#### What is needed:
Exactly reproduce the lines from the top of the entries below through the line containing "Digitize the connectivity", with both ends included.

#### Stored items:
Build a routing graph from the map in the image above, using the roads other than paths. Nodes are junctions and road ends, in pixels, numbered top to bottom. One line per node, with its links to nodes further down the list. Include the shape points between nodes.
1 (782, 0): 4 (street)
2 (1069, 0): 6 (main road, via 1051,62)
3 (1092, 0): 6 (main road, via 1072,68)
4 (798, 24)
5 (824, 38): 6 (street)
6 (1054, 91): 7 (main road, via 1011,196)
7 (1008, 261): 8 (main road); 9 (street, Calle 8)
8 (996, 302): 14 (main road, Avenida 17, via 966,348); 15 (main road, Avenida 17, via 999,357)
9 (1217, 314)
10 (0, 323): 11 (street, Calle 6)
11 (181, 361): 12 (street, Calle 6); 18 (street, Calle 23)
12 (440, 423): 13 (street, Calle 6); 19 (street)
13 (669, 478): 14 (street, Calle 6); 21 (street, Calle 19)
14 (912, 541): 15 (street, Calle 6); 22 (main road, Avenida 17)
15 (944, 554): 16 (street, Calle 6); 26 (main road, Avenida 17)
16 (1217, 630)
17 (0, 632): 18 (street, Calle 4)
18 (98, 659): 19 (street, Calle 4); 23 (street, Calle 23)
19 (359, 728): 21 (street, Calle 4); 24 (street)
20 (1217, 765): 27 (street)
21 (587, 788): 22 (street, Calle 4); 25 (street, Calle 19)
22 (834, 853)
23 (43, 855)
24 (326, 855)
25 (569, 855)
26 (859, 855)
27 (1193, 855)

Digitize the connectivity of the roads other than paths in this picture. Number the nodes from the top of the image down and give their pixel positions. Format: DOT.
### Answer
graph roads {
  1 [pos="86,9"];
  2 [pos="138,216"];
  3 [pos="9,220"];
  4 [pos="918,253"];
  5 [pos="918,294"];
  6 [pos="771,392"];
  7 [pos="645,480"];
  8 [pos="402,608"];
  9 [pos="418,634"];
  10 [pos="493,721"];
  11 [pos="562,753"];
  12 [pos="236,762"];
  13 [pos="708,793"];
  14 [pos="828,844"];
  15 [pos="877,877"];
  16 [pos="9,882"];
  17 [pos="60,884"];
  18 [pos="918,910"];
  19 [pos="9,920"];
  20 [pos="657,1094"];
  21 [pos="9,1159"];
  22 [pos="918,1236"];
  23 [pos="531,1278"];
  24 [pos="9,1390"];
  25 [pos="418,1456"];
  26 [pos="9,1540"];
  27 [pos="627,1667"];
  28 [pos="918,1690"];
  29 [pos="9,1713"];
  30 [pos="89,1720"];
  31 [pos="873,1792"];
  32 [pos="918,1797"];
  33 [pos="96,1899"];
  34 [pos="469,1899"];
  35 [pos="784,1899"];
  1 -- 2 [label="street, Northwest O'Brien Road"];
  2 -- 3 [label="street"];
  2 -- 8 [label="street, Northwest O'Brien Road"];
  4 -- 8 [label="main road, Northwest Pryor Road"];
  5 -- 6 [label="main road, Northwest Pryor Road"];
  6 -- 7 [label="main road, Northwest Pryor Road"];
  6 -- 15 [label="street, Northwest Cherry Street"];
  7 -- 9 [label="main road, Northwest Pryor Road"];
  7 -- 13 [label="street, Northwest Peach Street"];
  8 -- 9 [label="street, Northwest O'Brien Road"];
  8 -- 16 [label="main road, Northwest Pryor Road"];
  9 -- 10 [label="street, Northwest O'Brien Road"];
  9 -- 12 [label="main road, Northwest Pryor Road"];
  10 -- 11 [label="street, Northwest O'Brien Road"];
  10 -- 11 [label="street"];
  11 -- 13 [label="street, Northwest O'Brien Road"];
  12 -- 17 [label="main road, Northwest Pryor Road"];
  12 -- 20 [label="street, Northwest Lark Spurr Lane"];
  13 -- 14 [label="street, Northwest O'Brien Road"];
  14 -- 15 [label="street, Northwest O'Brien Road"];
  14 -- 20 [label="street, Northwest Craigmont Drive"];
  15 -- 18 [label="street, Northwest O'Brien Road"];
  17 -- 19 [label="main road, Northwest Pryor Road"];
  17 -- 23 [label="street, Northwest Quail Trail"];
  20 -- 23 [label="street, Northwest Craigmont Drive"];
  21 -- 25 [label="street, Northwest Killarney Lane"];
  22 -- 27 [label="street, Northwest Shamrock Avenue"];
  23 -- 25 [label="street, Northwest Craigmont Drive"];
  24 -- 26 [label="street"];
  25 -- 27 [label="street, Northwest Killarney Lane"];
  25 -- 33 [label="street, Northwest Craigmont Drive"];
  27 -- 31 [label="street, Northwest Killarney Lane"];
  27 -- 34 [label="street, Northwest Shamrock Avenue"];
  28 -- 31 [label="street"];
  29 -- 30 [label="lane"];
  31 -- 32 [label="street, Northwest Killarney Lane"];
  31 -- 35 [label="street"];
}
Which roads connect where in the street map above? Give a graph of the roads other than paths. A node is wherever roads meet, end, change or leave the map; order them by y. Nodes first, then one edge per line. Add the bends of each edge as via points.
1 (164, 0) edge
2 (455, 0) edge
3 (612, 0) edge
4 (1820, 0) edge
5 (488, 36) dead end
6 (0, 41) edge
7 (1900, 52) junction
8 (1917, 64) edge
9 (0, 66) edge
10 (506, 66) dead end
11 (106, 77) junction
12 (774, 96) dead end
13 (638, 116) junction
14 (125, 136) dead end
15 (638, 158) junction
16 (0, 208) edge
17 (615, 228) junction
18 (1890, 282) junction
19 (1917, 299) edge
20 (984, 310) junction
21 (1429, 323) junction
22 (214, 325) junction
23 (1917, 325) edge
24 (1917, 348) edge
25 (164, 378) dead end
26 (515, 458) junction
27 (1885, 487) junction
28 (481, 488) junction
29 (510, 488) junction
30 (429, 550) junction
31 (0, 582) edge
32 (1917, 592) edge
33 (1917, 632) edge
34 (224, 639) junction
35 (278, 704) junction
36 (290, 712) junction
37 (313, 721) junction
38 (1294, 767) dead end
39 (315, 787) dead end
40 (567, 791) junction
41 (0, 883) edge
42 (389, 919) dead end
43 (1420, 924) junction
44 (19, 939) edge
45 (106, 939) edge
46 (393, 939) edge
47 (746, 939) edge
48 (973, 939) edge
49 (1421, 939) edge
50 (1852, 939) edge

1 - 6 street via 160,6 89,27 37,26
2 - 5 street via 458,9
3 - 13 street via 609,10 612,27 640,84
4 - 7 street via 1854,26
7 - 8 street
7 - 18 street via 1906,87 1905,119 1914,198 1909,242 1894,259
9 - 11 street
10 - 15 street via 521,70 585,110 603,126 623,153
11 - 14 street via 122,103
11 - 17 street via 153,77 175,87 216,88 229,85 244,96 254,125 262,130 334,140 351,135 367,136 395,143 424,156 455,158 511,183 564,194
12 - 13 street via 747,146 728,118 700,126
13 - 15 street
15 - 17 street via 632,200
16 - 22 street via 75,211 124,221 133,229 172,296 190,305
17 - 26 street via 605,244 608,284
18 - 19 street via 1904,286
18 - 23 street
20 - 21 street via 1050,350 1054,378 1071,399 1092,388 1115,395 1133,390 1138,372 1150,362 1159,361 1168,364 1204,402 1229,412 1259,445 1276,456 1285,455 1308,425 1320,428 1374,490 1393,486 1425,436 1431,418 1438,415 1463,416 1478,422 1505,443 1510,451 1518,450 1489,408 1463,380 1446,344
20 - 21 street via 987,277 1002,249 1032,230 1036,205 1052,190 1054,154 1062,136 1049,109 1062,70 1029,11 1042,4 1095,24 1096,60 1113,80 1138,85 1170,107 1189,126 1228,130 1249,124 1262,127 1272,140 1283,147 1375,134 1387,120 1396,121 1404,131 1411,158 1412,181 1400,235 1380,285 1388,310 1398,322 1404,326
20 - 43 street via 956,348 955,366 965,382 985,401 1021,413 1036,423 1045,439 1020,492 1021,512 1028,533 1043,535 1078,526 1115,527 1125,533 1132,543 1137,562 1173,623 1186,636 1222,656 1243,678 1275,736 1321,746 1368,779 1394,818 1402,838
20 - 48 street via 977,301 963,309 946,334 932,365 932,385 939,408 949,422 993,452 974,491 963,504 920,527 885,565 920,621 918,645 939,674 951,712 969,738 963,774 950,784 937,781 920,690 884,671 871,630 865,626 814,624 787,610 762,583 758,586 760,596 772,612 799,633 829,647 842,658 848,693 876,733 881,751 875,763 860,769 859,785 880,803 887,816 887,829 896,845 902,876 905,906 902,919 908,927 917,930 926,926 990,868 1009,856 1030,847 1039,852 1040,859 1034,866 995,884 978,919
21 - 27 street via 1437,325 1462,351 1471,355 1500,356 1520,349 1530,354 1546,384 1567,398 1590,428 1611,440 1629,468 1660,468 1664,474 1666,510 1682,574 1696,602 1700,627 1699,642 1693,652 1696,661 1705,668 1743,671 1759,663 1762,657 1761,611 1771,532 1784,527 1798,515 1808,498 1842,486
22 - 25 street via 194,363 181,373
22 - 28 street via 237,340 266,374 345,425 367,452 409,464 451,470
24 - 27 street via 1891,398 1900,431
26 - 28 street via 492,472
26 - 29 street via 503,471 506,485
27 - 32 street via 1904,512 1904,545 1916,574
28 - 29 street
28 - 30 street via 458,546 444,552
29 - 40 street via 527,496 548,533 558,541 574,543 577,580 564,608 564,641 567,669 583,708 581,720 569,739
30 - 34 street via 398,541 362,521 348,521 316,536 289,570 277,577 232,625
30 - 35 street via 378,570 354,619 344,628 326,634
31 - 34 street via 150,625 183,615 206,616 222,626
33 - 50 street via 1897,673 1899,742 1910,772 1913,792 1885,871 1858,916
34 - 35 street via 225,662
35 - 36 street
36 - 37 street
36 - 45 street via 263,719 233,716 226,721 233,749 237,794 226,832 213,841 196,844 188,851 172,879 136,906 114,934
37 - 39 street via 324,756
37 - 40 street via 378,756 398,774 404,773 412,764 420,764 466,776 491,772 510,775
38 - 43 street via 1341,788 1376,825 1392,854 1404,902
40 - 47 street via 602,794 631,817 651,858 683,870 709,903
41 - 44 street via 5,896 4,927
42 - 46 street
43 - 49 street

#### Result:
Build a routing graph from the map in the image above, using the roads other than paths. Nodes are junctions and road ends, in pixels, numbered top to bottom. One line per node, with its links to nodes further down the list. Include the shape points between nodes.
1 (782, 0): 4 (street)
2 (1069, 0): 6 (main road, via 1051,62)
3 (1092, 0): 6 (main road, via 1072,68)
4 (798, 24)
5 (824, 38): 6 (street)
6 (1054, 91): 7 (main road, via 1011,196)
7 (1008, 261): 8 (main road); 9 (street, Calle 8)
8 (996, 302): 14 (main road, Avenida 17, via 966,348); 15 (main road, Avenida 17, via 999,357)
9 (1217, 314)
10 (0, 323): 11 (street, Calle 6)
11 (181, 361): 12 (street, Calle 6); 18 (street, Calle 23)
12 (440, 423): 13 (street, Calle 6); 19 (street)
13 (669, 478): 14 (street, Calle 6); 21 (street, Calle 19)
14 (912, 541): 15 (street, Calle 6); 22 (main road, Avenida 17)
15 (944, 554): 16 (street, Calle 6); 26 (main road, Avenida 17)
16 (1217, 630)
17 (0, 632): 18 (street, Calle 4)
18 (98, 659): 19 (street, Calle 4); 23 (street, Calle 23)
19 (359, 728): 21 (street, Calle 4); 24 (street)
20 (1217, 765): 27 (street)
21 (587, 788): 22 (street, Calle 4); 25 (street, Calle 19)
22 (834, 853)
23 (43, 855)
24 (326, 855)
25 (569, 855)
26 (859, 855)
27 (1193, 855)

Digitize the connectivity of the roads other than paths in this picture. Number the nodes from the top of the image down and give their pixel positions. Format: DOT.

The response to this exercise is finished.